C’était dans cette salle que les moines venaient travailler. Elle servait de scriptorium, lieu où l’on copiait les manuscrits. Comme son nom l’indique, c’est la seule pièce chauffée du monastère. Cette petite salle est voûtée de quatre voûtes d’arêtes qui retombent au centre sur une robuste colonne dont le chapiteau est orné de feuilles d’eau et de fleurs de lys. Une très belle cheminée, conique, permet de brûler des troncs placés à la verticale. La salle à l’origine comportait deux cheminées comme l’attestent les deux lanterneaux visibles depuis l’extérieur.

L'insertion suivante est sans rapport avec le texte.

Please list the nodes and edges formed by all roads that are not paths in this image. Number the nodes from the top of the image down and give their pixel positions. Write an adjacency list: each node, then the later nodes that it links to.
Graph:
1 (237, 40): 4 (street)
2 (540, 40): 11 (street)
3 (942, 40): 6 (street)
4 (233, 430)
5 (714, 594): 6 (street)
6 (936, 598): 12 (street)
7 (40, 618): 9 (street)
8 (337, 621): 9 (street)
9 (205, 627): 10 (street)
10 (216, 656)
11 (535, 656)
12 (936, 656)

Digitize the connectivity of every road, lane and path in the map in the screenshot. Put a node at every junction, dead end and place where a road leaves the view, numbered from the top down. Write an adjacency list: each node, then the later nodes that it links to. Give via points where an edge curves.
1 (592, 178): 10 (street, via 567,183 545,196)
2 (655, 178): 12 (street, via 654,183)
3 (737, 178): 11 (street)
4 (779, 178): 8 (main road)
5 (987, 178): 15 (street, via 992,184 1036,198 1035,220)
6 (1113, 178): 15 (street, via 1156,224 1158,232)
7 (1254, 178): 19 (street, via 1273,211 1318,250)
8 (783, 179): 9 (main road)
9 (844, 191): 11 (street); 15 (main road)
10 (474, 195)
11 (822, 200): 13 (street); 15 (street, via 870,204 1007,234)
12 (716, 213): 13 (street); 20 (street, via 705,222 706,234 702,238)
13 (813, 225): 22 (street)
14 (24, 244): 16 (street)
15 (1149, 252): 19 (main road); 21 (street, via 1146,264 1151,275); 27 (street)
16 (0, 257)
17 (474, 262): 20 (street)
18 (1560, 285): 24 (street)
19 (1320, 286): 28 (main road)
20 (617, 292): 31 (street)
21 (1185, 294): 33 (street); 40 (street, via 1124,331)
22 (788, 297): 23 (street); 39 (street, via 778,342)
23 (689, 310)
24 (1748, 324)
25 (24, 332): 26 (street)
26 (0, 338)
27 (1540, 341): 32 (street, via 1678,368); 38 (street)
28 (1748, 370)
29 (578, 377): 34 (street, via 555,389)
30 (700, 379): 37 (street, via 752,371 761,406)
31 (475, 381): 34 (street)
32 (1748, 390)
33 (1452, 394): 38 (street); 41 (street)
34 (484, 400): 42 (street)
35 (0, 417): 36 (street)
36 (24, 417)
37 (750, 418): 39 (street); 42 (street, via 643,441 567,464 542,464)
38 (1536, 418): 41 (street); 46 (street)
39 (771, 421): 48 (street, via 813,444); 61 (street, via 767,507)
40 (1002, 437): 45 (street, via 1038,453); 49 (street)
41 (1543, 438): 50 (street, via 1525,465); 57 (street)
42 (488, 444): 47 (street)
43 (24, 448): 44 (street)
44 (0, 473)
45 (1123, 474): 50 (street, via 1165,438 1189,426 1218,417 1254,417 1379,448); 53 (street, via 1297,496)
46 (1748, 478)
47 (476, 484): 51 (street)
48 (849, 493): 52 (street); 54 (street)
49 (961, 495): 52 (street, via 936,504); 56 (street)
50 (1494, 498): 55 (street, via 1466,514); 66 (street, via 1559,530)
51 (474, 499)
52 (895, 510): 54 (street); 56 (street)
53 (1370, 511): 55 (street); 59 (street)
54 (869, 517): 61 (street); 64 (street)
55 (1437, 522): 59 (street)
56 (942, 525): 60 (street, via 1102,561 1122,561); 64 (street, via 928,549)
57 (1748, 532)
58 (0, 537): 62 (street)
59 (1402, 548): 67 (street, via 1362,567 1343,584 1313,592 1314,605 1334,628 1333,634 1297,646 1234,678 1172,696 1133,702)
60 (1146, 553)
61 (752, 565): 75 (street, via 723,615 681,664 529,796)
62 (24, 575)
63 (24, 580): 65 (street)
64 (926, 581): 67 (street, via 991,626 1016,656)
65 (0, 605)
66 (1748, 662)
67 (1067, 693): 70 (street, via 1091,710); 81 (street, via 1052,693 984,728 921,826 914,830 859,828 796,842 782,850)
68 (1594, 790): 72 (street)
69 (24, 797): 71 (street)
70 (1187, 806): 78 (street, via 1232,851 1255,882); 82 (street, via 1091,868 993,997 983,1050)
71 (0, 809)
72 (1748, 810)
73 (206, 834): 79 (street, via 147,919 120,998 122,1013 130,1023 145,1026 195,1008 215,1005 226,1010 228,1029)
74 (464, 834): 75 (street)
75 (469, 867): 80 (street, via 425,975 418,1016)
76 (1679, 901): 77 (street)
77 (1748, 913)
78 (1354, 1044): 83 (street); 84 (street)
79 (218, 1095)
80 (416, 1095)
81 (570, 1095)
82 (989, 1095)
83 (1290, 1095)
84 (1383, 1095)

La salle du chapitre, ou salle capitulaire, est la salle où se réunissait la communauté monastique autour de son père Abbé, pour l’écoute d’un chapitre de la règle de Saint Benoît. C’est ici que les moines prenaient les décisions concernant la communauté et que s’effectuaient les prises d’habit, les professions monastiques ou l’élection du père Abbé. Les moines s’asseyaient sur les gradins. Le père Abbé, placé au centre, faisait face à une représentation, figure du démon, sculptée dans le cloître. Ce qui caractérise cette salle, c’est la finesse de son acoustique : la parole s’y fait entendre sans effort, grâce, notamment, aux six croisées d’ogives. C’est la seule pièce où il était permis de parler.